Jimmy: What happens now is that we are emerging in a society where this is more prevalent, this is more mainstream, there’s more eyes on this type of work. There’s a lot of folks in the psychedelic practitioner landscape trying to define standards, trying to define scope of practice, trying to define protocol around this stuff.
And likely folks will be bringing their experience from the underground, from the gray market, from the illicit market into this work. And so, you can see how, again, that muddies this whole thing because how do I tell somebody or how do you check somebody who’s been doing this work underground for 20 years against power dynamics because it sounds super good.
“Oh, you’ve been doing this for 20 years? You’ve led how many ceremonies? You’ve so on and so forth. Great, sign me up. You are my facilitator.” And then you’re like, “Oh sh*t, there’s something weird happening here.”
Nick: We’ve said this in other episodes, but I just want to say it again point-blank right now. If you get the willies around someone or you get that weird, like there’s something off here, just stop. Please don’t move forward with them.
Your intuition is perhaps whispering or screaming at you to back up, slow down, choose a different path, because a lot of times we can’t put our finger on it rationally what the issue is like from logical thinking, mind place. We can’t always–
Jimmy: Define it.
Nick: What’s turning us off? But if you feel that way, please listen to it.
Jimmy: It might not be because of the facilitator. It might be timing, it might be something going on in your life. It might be a relationship or somebody in your life. It could be a lot of things but it’s a non-zero chance that it’s potentially the facilitator also. So, I think that’s really well said.
I try to kind of set us up to hear to like, “Here’s where we’re at in the modern era of psychedelic facilitation.” What are some things that you think are important for the journeyer to know about?
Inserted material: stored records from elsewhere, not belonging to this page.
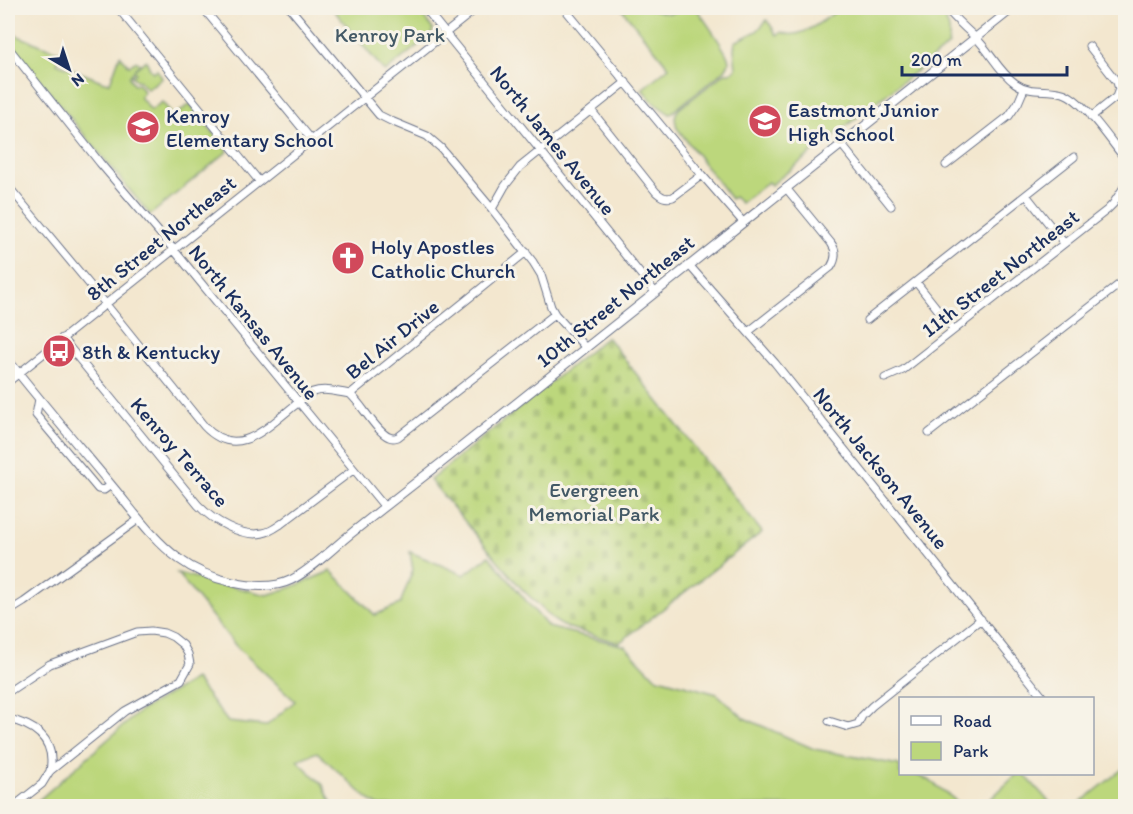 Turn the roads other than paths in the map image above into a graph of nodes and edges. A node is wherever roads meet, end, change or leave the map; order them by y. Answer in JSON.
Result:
{"nodes":[{"id":1,"x":118,"y":8,"type":"edge"},
{"id":2,"x":203,"y":8,"type":"edge"},
{"id":3,"x":290,"y":8,"type":"edge"},
{"id":4,"x":425,"y":8,"type":"edge"},
{"id":5,"x":477,"y":8,"type":"edge"},
{"id":6,"x":564,"y":8,"type":"edge"},
{"id":7,"x":946,"y":8,"type":"edge"},
{"id":8,"x":1013,"y":8,"type":"edge"},
{"id":9,"x":445,"y":33,"type":"junction"},
{"id":10,"x":975,"y":38,"type":"junction"},
{"id":11,"x":1089,"y":46,"type":"dead end"},
{"id":12,"x":8,"y":47,"type":"edge"},
{"id":13,"x":626,"y":81,"type":"junction"},
{"id":14,"x":1024,"y":88,"type":"junction"},
{"id":15,"x":364,"y":97,"type":"junction"},
{"id":16,"x":591,"y":111,"type":"junction"},
{"id":17,"x":1091,"y":117,"type":"junction"},
{"id":18,"x":311,"y":139,"type":"junction"},
{"id":19,"x":841,"y":144,"type":"junction"},
{"id":20,"x":540,"y":150,"type":"junction"},
{"id":21,"x":1074,"y":157,"type":"dead end"},
{"id":22,"x":1125,"y":160,"type":"edge"},
{"id":23,"x":946,"y":165,"type":"dead end"},
{"id":24,"x":702,"y":175,"type":"junction"},
{"id":25,"x":259,"y":181,"type":"junction"},
{"id":26,"x":1125,"y":184,"type":"edge"},
{"id":27,"x":8,"y":186,"type":"edge"},
{"id":28,"x":786,"y":188,"type":"junction"},
{"id":29,"x":1026,"y":195,"type":"junction"},
{"id":30,"x":891,"y":206,"type":"dead end"},
{"id":31,"x":492,"y":209,"type":"junction"},
{"id":32,"x":742,"y":222,"type":"junction"},
{"id":33,"x":1064,"y":243,"type":"junction"},
{"id":34,"x":174,"y":250,"type":"junction"},
{"id":35,"x":526,"y":252,"type":"junction"},
{"id":36,"x":689,"y":265,"type":"junction"},
{"id":37,"x":1125,"y":279,"type":"edge"},
{"id":38,"x":916,"y":282,"type":"junction"},
{"id":39,"x":655,"y":292,"type":"junction"},
{"id":40,"x":105,"y":303,"type":"junction"},
{"id":41,"x":555,"y":314,"type":"junction"},
{"id":42,"x":867,"y":320,"type":"dead end"},
{"id":43,"x":954,"y":330,"type":"junction"},
{"id":44,"x":748,"y":332,"type":"junction"},
{"id":45,"x":62,"y":338,"type":"junction"},
{"id":46,"x":585,"y":347,"type":"junction"},
{"id":47,"x":8,"y":360,"type":"edge"},
{"id":48,"x":18,"y":373,"type":"junction"},
{"id":49,"x":885,"y":378,"type":"dead end"},
{"id":50,"x":8,"y":382,"type":"edge"},
{"id":51,"x":350,"y":394,"type":"junction"},
{"id":52,"x":39,"y":399,"type":"junction"},
{"id":53,"x":298,"y":402,"type":"junction"},
{"id":54,"x":929,"y":433,"type":"dead end"},
{"id":55,"x":353,"y":470,"type":"junction"},
{"id":56,"x":111,"y":485,"type":"junction"},
{"id":57,"x":384,"y":506,"type":"junction"},
{"id":58,"x":139,"y":519,"type":"junction"},
{"id":59,"x":8,"y":612,"type":"edge"},
{"id":60,"x":981,"y":619,"type":"junction"},
{"id":61,"x":8,"y":692,"type":"edge"},
{"id":62,"x":1042,"y":696,"type":"dead end"},
{"id":63,"x":8,"y":719,"type":"edge"},
{"id":64,"x":829,"y":721,"type":"dead end"},
{"id":65,"x":50,"y":771,"type":"junction"},
{"id":66,"x":14,"y":807,"type":"edge"}],
"edges":[{"from":1,"to":25,"type":"street"},
{"from":2,"to":18,"type":"street"},
{"from":3,"to":15,"type":"street"},
{"from":4,"to":9,"type":"street","name":"North James Avenue"},
{"from":5,"to":9,"type":"street","name":"8th Street Northeast"},
{"from":6,"to":13,"type":"street"},
{"from":7,"to":10,"type":"street"},
{"from":8,"to":10,"type":"main road","name":"10th Street Northeast"},
{"from":9,"to":15,"type":"street","name":"8th Street Northeast"},
{"from":9,"to":20,"type":"street","name":"North James Avenue"},
{"from":10,"to":14,"type":"street"},
{"from":10,"to":19,"type":"main road","name":"10th Street Northeast"},
{"from":11,"to":17,"type":"street"},
{"from":12,"to":34,"type":"street","name":"North Kansas Avenue"},
{"from":13,"to":16,"type":"street"},
{"from":13,"to":24,"type":"street"},
{"from":14,"to":17,"type":"street"},
{"from":14,"to":23,"type":"street"},
{"from":15,"to":18,"type":"street","name":"8th Street Northeast"},
{"from":15,"to":31,"type":"street"},
{"from":16,"to":20,"type":"street"},
{"from":16,"to":24,"type":"street"},
{"from":17,"to":22,"type":"street"},
{"from":18,"to":25,"type":"street","name":"8th Street Northeast"},
{"from":19,"to":28,"type":"main road","name":"10th Street Northeast"},
{"from":19,"to":30,"type":"street"},
{"from":20,"to":31,"type":"street"},
{"from":20,"to":39,"type":"street","name":"North James Avenue"},
{"from":21,"to":29,"type":"street"},
{"from":24,"to":32,"type":"street"},
{"from":25,"to":34,"type":"street","name":"8th Street Northeast"},
{"from":26,"to":33,"type":"street","name":"11th Street Northeast"},
{"from":27,"to":40,"type":"street"},
{"from":28,"to":32,"type":"main road","name":"10th Street Northeast"},
{"from":28,"to":44,"type":"street"},
{"from":29,"to":33,"type":"street"},
{"from":29,"to":38,"type":"street"},
{"from":31,"to":35,"type":"street"},
{"from":32,"to":36,"type":"main road","name":"10th Street Northeast"},
{"from":33,"to":43,"type":"street","name":"11th Street Northeast"},
{"from":34,"to":40,"type":"street","name":"8th Street Northeast"},
{"from":34,"to":53,"type":"street","name":"North Kansas Avenue"},
{"from":35,"to":41,"type":"street"},
{"from":35,"to":51,"type":"street","name":"Bel Air Drive"},
{"from":36,"to":39,"type":"main road","name":"10th Street Northeast"},
{"from":36,"to":44,"type":"street","name":"North Jackson Avenue"},
{"from":37,"to":54,"type":"street"},
{"from":38,"to":42,"type":"street"},
{"from":38,"to":43,"type":"street"},
{"from":39,"to":46,"type":"main road","name":"10th Street Northeast"},
{"from":40,"to":45,"type":"street","name":"8th Street Northeast"},
{"from":40,"to":53,"type":"street","name":"Bel Air Drive"},
{"from":41,"to":46,"type":"street"},
{"from":41,"to":51,"type":"street"},
{"from":43,"to":49,"type":"street","name":"11th Street Northeast"},
{"from":44,"to":60,"type":"street","name":"North Jackson Avenue"},
{"from":45,"to":48,"type":"street","name":"8th Street Northeast"},
{"from":45,"to":55,"type":"street","name":"Kenroy Terrace"},
{"from":46,"to":57,"type":"main road","name":"10th Street Northeast"},
{"from":47,"to":48,"type":"main road","name":"10th Street Northeast"},
{"from":48,"to":50,"type":"street","name":"8th Street Northeast"},
{"from":48,"to":52,"type":"main road","name":"10th Street Northeast"},
{"from":51,"to":53,"type":"street","name":"Bel Air Drive"},
{"from":52,"to":56,"type":"main road","name":"10th Street Northeast"},
{"from":52,"to":56,"type":"street"},
{"from":53,"to":55,"type":"street","name":"North Kansas Avenue"},
{"from":55,"to":57,"type":"street","name":"North Kansas Avenue"},
{"from":56,"to":58,"type":"main road","name":"10th Street Northeast"},
{"from":57,"to":58,"type":"main road","name":"10th Street Northeast"},
{"from":58,"to":59,"type":"street"},
{"from":60,"to":62,"type":"street","name":"North Jackson Avenue"},
{"from":60,"to":64,"type":"street"},
{"from":61,"to":65,"type":"street"},
{"from":63,"to":65,"type":"street"},
{"from":65,"to":66,"type":"street"}]}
Maybe vetting their own facilitator or asking questions? Let’s get a little tangible here for folks.
The Human-Level Issues in Psychedelic Facilitation
Nick: I want to highlight that one of the questions we get all the time on consult calls is like, “What’s your training? What’s your background? Why are you qualified to do the work?” It’s a very natural question And I think training is an essential part of the process.
What I want to highlight for purposes of this episode is that facilitator training is not a safeguard against power dynamics, because power dynamics stem from human-level issues, which means they’re not always going to be addressed in an online course or even a classroom setting.
Like what we’re talking about here is a lack of self-awareness or perhaps a facilitator who actually has mental health issues that have gone unchecked, or a lack of experience, or a lack of having ever delved into their own healing practice. None of these things can be solved through education.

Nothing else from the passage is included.